(Data entries)
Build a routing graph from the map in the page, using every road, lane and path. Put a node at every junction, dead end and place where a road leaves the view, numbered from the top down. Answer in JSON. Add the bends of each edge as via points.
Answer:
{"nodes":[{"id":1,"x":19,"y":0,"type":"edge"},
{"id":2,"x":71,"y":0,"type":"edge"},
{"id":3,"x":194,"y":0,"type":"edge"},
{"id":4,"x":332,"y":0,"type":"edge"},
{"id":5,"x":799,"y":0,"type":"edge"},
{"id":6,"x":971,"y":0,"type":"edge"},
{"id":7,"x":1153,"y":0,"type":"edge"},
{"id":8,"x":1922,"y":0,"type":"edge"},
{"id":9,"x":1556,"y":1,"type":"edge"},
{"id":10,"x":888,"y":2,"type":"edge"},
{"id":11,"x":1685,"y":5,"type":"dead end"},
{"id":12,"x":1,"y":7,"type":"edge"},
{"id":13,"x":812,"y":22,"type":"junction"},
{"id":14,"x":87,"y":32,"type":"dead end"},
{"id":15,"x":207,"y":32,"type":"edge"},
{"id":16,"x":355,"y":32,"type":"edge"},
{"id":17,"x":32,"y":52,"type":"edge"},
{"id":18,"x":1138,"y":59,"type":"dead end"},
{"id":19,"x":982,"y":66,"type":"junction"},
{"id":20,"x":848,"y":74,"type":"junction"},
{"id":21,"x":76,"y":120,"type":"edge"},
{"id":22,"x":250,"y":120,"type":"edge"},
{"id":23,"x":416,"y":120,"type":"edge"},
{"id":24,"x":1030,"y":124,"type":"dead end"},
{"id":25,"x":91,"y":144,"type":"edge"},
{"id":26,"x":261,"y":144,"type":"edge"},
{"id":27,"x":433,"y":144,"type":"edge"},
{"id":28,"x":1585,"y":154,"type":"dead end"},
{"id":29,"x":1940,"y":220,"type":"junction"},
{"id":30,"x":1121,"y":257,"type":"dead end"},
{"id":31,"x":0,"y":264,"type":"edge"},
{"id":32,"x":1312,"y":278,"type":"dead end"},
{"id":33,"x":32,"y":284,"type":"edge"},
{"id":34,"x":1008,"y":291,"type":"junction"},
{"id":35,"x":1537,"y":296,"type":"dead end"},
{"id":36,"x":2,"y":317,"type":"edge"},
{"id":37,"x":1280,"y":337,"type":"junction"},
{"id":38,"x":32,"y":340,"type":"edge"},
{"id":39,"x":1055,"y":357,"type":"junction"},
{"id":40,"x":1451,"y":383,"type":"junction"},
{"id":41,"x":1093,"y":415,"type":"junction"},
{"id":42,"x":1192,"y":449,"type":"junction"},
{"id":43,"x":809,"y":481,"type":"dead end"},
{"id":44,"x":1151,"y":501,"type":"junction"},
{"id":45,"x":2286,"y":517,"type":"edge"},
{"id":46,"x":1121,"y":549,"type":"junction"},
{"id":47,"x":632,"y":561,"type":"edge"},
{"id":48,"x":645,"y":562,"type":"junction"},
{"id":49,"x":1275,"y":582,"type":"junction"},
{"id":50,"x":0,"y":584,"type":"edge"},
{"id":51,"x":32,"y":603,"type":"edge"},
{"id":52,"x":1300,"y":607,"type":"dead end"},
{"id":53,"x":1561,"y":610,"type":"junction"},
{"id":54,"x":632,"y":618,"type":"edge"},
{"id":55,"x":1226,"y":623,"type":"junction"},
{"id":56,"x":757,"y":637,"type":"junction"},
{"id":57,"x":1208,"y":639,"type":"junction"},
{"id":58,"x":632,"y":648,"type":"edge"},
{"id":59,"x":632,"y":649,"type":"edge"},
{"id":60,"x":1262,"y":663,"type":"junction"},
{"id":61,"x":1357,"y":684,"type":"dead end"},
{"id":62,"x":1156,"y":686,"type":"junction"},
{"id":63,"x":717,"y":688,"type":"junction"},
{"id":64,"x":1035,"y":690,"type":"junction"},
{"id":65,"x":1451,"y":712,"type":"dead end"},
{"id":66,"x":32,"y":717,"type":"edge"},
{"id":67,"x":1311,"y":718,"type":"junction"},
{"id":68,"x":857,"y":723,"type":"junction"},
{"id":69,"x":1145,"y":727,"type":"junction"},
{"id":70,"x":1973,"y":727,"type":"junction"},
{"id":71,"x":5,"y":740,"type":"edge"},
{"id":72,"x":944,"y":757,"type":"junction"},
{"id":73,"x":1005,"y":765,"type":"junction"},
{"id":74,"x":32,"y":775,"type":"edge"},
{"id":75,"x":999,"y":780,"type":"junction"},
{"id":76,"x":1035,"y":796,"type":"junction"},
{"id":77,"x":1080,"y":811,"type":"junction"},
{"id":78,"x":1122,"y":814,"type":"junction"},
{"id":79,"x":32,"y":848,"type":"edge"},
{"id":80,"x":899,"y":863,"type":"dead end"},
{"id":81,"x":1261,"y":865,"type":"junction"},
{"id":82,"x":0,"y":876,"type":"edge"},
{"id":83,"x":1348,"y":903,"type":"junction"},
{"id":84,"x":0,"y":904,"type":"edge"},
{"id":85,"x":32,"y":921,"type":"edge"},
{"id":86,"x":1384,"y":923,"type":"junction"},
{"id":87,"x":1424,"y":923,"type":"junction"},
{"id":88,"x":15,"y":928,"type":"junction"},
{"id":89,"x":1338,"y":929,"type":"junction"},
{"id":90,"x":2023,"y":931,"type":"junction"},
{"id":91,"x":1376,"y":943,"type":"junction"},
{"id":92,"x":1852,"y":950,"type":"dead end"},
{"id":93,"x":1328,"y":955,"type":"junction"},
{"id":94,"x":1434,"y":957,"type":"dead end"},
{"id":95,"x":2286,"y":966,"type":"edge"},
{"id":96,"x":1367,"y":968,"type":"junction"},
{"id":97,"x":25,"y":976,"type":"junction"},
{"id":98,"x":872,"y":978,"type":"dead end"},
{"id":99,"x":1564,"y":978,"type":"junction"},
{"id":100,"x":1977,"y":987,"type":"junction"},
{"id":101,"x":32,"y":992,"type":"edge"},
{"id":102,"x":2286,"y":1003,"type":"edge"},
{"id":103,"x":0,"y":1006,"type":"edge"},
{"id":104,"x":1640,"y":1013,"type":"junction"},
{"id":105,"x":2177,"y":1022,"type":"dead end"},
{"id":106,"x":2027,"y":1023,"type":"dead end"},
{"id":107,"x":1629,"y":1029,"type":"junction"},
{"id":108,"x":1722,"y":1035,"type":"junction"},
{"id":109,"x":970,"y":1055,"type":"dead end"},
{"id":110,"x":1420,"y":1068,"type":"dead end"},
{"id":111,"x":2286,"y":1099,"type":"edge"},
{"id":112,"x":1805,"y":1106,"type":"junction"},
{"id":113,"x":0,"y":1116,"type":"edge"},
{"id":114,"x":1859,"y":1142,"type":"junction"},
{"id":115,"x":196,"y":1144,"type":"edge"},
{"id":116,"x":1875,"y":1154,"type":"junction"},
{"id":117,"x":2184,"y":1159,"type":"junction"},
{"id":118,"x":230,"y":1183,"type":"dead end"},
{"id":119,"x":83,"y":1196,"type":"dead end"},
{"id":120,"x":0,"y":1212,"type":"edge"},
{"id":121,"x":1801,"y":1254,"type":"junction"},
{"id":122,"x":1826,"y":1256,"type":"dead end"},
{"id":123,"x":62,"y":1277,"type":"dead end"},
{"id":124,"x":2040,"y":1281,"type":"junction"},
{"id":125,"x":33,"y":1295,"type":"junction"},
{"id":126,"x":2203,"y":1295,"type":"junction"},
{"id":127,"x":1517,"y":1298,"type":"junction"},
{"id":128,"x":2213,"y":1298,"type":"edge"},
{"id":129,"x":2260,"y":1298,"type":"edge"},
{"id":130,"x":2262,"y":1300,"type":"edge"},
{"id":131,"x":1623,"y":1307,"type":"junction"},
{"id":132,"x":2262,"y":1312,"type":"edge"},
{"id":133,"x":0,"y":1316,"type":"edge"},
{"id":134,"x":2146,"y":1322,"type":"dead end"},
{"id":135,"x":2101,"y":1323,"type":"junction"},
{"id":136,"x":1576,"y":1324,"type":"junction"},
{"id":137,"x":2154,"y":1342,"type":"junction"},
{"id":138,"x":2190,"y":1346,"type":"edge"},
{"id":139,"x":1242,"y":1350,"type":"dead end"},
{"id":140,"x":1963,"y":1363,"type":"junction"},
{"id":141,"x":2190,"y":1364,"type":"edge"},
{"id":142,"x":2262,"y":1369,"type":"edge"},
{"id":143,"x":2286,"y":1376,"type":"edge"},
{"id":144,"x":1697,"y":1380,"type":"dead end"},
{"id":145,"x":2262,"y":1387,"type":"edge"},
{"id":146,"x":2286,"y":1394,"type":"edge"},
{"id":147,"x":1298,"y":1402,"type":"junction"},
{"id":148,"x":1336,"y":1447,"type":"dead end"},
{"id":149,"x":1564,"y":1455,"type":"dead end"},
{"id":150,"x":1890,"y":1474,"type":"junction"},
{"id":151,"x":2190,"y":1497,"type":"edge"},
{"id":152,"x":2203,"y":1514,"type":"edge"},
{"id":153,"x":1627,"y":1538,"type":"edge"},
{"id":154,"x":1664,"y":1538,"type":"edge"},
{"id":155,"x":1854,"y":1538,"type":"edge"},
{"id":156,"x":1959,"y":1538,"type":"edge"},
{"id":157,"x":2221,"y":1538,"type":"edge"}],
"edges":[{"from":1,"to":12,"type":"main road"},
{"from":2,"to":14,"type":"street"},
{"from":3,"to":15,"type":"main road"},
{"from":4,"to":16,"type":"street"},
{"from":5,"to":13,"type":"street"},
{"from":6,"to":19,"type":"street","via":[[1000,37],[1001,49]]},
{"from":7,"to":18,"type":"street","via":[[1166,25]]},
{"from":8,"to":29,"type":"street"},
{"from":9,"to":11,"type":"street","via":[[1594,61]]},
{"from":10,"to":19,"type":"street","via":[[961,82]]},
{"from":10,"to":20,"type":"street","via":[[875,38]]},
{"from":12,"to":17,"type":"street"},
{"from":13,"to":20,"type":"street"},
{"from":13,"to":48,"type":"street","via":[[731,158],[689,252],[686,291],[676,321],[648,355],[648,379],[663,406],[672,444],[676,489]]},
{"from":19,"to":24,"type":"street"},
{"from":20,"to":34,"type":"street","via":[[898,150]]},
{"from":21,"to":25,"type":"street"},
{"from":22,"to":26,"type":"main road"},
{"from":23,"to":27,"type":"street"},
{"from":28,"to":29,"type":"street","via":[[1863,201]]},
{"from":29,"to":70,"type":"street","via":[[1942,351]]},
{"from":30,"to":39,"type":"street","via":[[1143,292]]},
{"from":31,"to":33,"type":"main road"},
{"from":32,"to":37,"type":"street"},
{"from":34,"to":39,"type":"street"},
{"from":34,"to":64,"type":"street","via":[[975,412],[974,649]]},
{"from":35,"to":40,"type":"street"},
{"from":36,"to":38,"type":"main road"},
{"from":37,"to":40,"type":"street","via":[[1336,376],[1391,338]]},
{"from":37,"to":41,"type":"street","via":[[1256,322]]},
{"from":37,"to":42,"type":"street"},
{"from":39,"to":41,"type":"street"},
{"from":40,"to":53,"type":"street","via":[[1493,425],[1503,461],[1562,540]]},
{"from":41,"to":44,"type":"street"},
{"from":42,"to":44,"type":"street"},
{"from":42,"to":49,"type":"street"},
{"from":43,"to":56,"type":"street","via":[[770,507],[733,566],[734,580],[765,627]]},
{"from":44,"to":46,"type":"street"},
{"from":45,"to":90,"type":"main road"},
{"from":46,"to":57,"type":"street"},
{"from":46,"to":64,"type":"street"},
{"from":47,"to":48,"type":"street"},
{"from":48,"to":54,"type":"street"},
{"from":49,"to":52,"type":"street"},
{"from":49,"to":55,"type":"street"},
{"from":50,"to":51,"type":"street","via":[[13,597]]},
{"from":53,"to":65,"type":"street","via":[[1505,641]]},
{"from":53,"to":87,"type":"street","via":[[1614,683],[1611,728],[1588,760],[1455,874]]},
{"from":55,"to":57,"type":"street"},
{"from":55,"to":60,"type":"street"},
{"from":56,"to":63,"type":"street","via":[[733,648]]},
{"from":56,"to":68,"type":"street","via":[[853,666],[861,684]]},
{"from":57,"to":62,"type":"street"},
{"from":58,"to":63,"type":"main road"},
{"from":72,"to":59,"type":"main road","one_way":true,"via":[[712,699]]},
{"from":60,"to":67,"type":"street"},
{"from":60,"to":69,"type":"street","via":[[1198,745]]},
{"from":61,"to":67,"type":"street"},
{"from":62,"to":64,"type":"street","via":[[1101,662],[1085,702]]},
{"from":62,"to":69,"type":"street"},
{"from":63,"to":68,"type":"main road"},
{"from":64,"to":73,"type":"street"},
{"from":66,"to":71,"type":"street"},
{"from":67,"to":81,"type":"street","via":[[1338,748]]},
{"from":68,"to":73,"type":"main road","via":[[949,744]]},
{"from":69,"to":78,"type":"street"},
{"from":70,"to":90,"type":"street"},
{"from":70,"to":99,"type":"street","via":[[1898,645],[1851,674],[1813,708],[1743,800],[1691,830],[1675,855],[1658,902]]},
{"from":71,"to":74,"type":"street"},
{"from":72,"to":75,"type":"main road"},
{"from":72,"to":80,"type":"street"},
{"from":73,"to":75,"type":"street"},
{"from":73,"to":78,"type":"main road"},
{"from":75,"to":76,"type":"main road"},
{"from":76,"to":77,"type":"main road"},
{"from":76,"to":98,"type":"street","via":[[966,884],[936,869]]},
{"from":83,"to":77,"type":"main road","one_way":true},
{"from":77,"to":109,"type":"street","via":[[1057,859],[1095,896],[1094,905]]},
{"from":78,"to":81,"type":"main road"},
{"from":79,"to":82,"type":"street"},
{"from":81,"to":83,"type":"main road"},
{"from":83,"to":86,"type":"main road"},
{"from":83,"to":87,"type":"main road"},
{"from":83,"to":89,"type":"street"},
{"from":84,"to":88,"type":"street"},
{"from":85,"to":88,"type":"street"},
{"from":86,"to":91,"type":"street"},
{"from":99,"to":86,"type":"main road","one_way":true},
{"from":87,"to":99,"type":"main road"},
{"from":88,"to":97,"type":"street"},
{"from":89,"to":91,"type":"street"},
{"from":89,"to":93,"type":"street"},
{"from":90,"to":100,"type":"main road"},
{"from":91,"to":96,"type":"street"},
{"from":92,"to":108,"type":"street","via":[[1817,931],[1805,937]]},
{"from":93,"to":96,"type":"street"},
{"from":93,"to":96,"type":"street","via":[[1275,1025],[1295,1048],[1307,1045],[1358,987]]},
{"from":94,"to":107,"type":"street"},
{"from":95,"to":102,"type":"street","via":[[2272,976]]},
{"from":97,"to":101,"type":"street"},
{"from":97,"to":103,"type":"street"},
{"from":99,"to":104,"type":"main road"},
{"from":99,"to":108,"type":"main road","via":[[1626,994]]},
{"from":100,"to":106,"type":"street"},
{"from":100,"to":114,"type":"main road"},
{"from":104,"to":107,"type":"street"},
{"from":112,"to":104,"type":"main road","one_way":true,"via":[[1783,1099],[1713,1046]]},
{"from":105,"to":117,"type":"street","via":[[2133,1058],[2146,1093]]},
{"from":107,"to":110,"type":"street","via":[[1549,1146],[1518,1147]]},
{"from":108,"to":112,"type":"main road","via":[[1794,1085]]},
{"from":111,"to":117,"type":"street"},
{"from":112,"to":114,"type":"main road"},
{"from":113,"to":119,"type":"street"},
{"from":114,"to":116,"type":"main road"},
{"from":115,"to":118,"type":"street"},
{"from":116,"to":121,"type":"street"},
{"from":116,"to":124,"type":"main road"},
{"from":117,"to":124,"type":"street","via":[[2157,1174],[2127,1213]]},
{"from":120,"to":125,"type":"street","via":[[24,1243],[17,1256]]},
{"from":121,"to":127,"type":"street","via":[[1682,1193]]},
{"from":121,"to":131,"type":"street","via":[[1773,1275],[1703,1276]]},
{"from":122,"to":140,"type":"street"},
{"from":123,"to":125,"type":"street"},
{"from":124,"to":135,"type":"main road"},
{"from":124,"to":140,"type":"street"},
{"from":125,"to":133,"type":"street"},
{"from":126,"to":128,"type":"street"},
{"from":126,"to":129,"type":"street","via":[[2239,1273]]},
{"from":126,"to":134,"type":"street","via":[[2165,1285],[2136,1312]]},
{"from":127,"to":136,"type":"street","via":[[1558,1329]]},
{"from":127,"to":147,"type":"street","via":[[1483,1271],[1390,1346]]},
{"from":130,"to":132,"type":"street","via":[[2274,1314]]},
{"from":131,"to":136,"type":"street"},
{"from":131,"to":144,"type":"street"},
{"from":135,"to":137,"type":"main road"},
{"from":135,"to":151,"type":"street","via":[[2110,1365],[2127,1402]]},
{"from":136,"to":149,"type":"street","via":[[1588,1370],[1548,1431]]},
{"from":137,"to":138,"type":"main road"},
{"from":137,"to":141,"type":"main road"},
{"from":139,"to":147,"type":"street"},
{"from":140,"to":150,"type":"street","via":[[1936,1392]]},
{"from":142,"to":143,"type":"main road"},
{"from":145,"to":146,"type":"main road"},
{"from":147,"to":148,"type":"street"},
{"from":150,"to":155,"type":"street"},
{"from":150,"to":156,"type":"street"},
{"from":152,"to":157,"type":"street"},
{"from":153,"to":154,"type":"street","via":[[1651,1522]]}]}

BRIEF:
Wherever a line holds the word "true", copy that line out of the entries above.

ANSWER SECTION:
{"from":72,"to":59,"type":"main road","one_way":true,"via":[[712,699]]},
{"from":83,"to":77,"type":"main road","one_way":true},
{"from":99,"to":86,"type":"main road","one_way":true},
{"from":112,"to":104,"type":"main road","one_way":true,"via":[[1783,1099],[1713,1046]]},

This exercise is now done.